Depression
More than just sadness in response to life’s struggles and setbacks, depression changes how you think, feel, and function in daily activities. It can interfere with your ability to work, study, eat, sleep, and enjoy life. Just trying to get through the day can be overwhelming. I employ cognitive Behavioral Therapy, and Insight Oriented therapy to help clients get their power back.
Couples
Every couple experiences highs and lows throughout their relationship, from small-scale scenarios to larger issues. According to marriage and family counselors, couples often have disagreements that go unresolved. In fact, many arguments end in frustration or lead to another fight. This implies that some of these arguments tend to have the same patterns, causes, and consequences. Through therapy a couple can learn to improve communication, have appropriate disagreements without feeling silenced, and improve the bond by validating vulnerability and need.
Substance Abuse:
Addiction and substance abuse is not solely defined by amounts, types of substances, or negative impact on life, it is much more than this. Substance abuse and addiction is heavily based on your relationship to your substance(s). How did you get into this relationship? Why do you stay in this relationship? What benefits does this relationship bring you? What are the costs of these benefits? Is there a way to get these same benefits outside of this relationship? Using the empowerment model, agency, and relapse prevention techniques, I help my clients end destructive attachment.
Co-Dependency:
Perhaps you are realizing you discount your feelings, and overlook your needs and allow others to tell you what to think, feel, and behave. Your opinions, thoughts, feelings, recede into the distance in order to “keep the peace”. Have you developed a rigid notion that if you just “get it right,” things would be okay? Do you find yourself saying or thinking the words “Always” or “Never” to describe people important to you? In my practice we use many of the same models of addiction treatment for codependency. Through therapy my clients come to learn they cannot control others or situations and embrace plus exercise what they do have agency over.
Newly Diagnosed and Long Term HIV+:
Stigma and shame are two of the primary feelings newly diagnosed HIV+ people feel. Since the most common route of transmission of HIV is sexual intercourse, our communities, society and culture, attach punitive and harsh judgment to this disease. You have nothing to feel ashamed about. We work together to end the lie of guilt, build your self-confidence, and reclaim your sexuality. For those who have been HIV+ for several years issues of loss, relationship, community, retirement, and legacy become the focus of counseling. Through addressing unresolved loss, allowing for “finding meaning” in surviving, and exploring an acceptable retirement, my clients are able to move into the future with confidence.
Loss:
Is about the strong emotions that arise after the death of a loved one. It can be thoughts like “I will never be the same” or “What do I do now?” It can be a deep longing and a desire to withdraw. Loss can also be linked to other causes. The loss of a dream that never came true, the loss of an identity that was once firm, now gone or in question, the loss of a relationship, of a pet, of a friend, of an ideal, of a belief. Loss has many causes and can take many forms. Loss is universal. I use grief and loss counseling in my practice coupled with finding meaning in loss. What can loss teach us about ourselves, what can we learn from loss? How can we take these insights forward so loss becomes part of the integrated fabric of life? These questions and your responses start to become clear through therapy.
Life Phase and Aging:
As we go through life things change. Our career begins to rise, arch, and starts to fall. Our children begin to develop a sense of self and leave us. Friends once close and dear to us find relationships, move away, die, or fade away. Our once vigorous and active self now tires easily, or the mind continues to push but our bodies resist. We start to feel we are not attractive or desirable. We see ourselves slouching towards the finish line alone, where we thought we would break the tape, hands held high, people all around. Through therapy my clients learn about the cycles of adjustment and acceptance. Using empowerment and affirming therapies my clients learn they do not have to accept tropes about life phases or aging. My clients learn to take on the challenges of these phases of life and use intention to work towards centering self within the limits of each phase.
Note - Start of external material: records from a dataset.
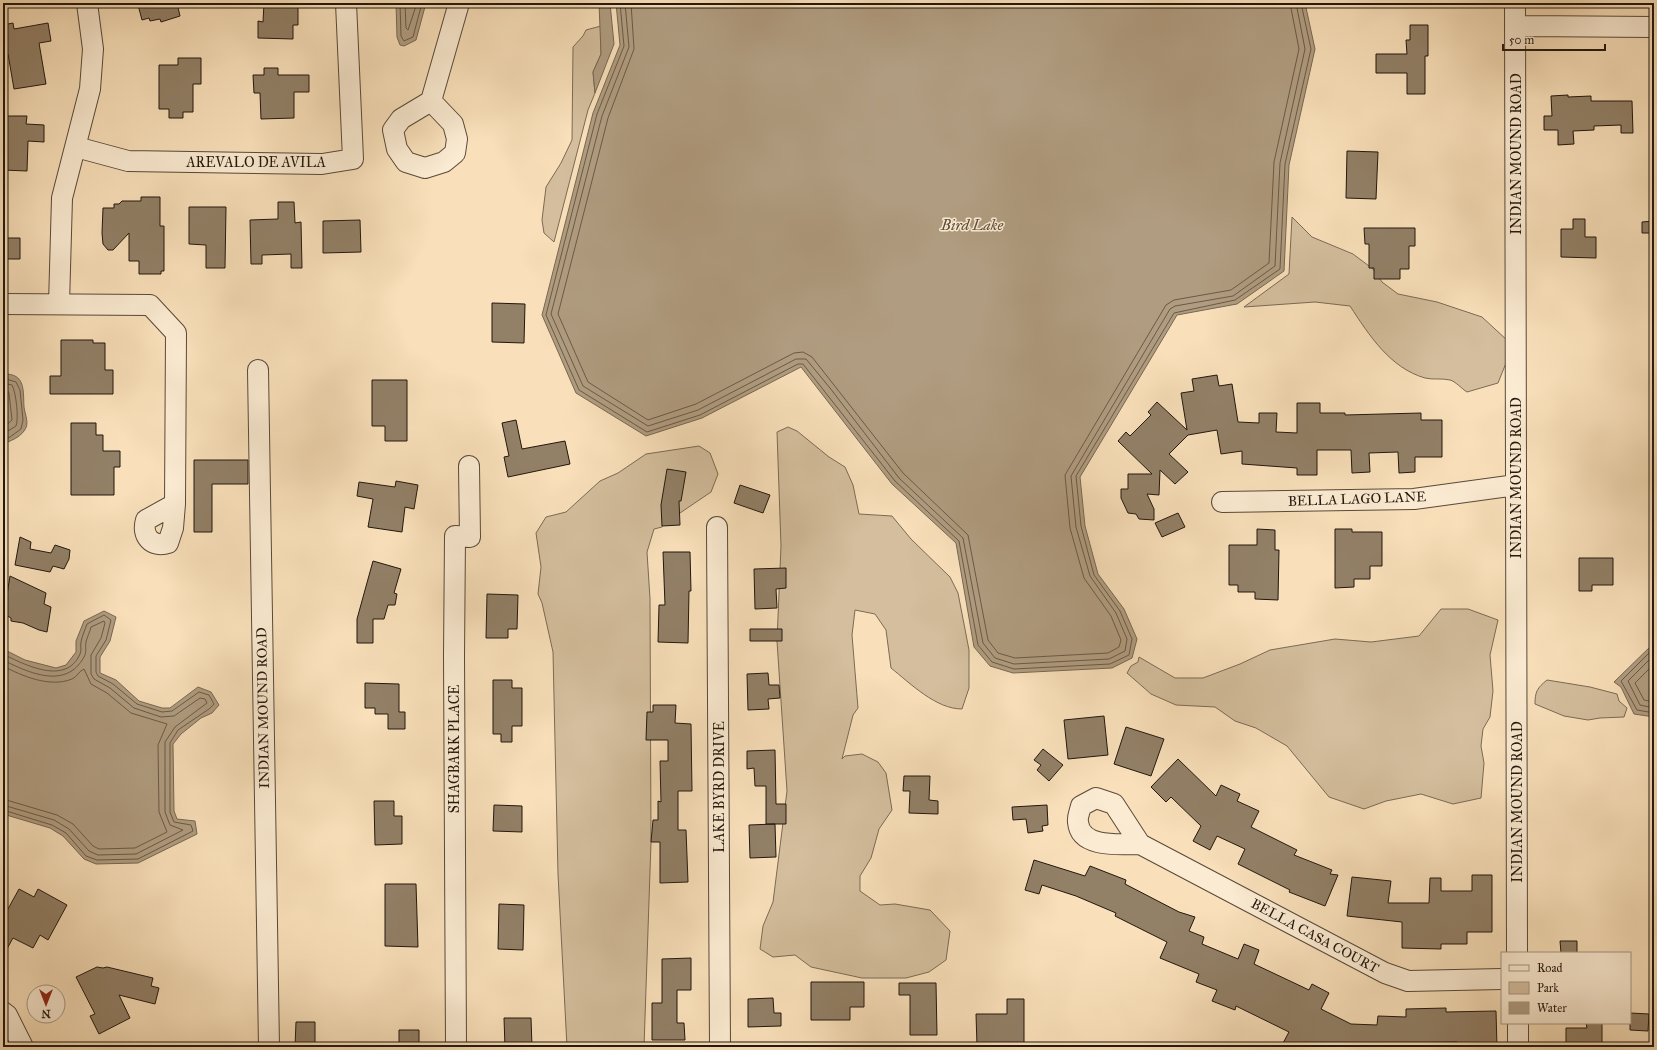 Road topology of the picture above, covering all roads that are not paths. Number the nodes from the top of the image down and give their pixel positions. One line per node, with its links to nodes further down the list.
1 (87, 3): 8 (street)
2 (346, 3): 8 (street, AREVALO DE AVILA)
3 (459, 3): 7 (street)
4 (1515, 3): 5 (street, INDIAN MOUND ROAD)
5 (1516, 26): 6 (street); 13 (street, INDIAN MOUND ROAD)
6 (1654, 27)
7 (431, 101)
8 (76, 147): 10 (street)
9 (3, 304): 10 (street)
10 (59, 304): 15 (street)
11 (258, 370): 23 (street, INDIAN MOUND ROAD)
12 (469, 466): 24 (street, SHAGBARK PLACE)
13 (1516, 484): 14 (street, BELLA LAGO LANE); 18 (street, INDIAN MOUND ROAD)
14 (1222, 502)
15 (174, 504)
16 (717, 527): 25 (street, LAKE BYRD DRIVE)
17 (1140, 844): 19 (street, BELLA CASA COURT)
18 (1518, 952)
19 (1501, 979)
20 (3, 1012): 22 (street)
21 (1518, 1024): 26 (street)
22 (23, 1047)
23 (269, 1047)
24 (456, 1047)
25 (720, 1047)
26 (1518, 1047) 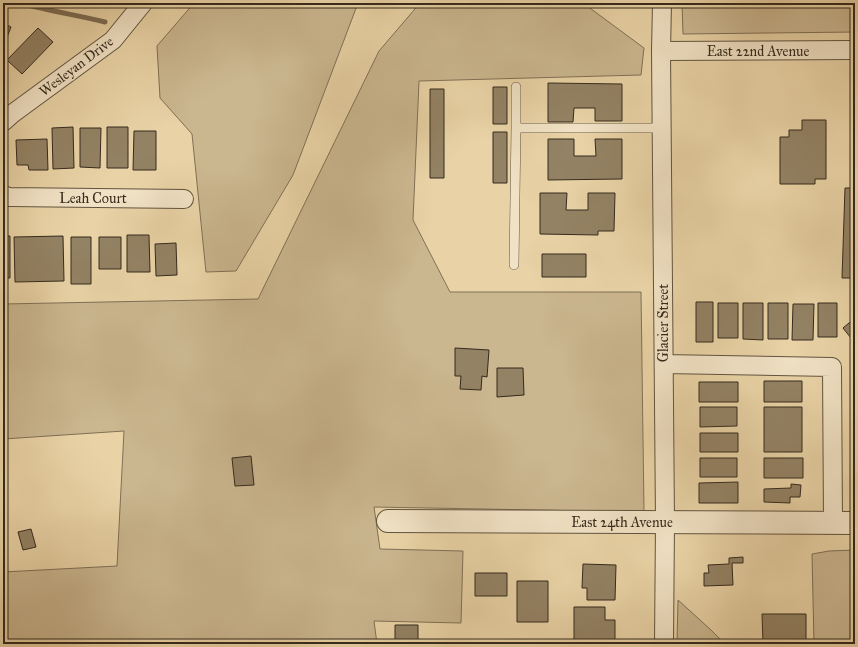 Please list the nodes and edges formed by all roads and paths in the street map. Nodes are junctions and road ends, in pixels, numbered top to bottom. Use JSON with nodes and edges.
{"nodes":[{"id":1,"x":143,"y":3,"type":"edge"},
{"id":2,"x":662,"y":3,"type":"edge"},
{"id":3,"x":855,"y":50,"type":"edge"},
{"id":4,"x":661,"y":51,"type":"junction"},
{"id":5,"x":516,"y":87,"type":"dead end"},
{"id":6,"x":6,"y":115,"type":"edge"},
{"id":7,"x":516,"y":128,"type":"junction"},
{"id":8,"x":662,"y":128,"type":"junction"},
{"id":9,"x":3,"y":195,"type":"edge"},
{"id":10,"x":184,"y":199,"type":"dead end"},
{"id":11,"x":514,"y":265,"type":"dead end"},
{"id":12,"x":664,"y":364,"type":"junction"},
{"id":13,"x":388,"y":521,"type":"dead end"},
{"id":14,"x":665,"y":522,"type":"junction"},
{"id":15,"x":834,"y":522,"type":"junction"},
{"id":16,"x":855,"y":523,"type":"edge"},
{"id":17,"x":664,"y":644,"type":"edge"}],
"edges":[{"from":1,"to":6,"type":"street","name":"Wesleyan Drive"},
{"from":2,"to":4,"type":"street","name":"Glacier Street"},
{"from":3,"to":4,"type":"street","name":"East 22nd Avenue"},
{"from":4,"to":8,"type":"street","name":"Glacier Street"},
{"from":5,"to":7,"type":"lane"},
{"from":7,"to":8,"type":"lane"},
{"from":7,"to":11,"type":"lane"},
{"from":8,"to":12,"type":"street","name":"Glacier Street"},
{"from":9,"to":10,"type":"street","name":"Leah Court"},
{"from":12,"to":14,"type":"street","name":"Glacier Street"},
{"from":12,"to":15,"type":"street"},
{"from":13,"to":14,"type":"street","name":"East 24th Avenue"},
{"from":14,"to":15,"type":"street","name":"East 24th Avenue"},
{"from":14,"to":17,"type":"street","name":"Glacier Street"},
{"from":15,"to":16,"type":"street","name":"East 24th Avenue"}]}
Available for Supervision:
I have been a clinical supervisor for 20 years. I have supervised MSW and MFT students as well as associates post graduate school. I consider my supervision to be analytical, theoretical, self-determinant, and getting you your license. Analytical: Why am I perusing this field? Theoretical: What theories of practice am I drawn to, what theories of practice do I want to learn, how does the DSM fit in? Self-Determinant: What is my responsibility in supervision, what is my responsibility to my clients, what is my responsibility to this profession? We will work together using case conference, analysis, law and ethics, resources and clinical focus, to provide you with the foundation you need to be successful not only on the test for license but in your career.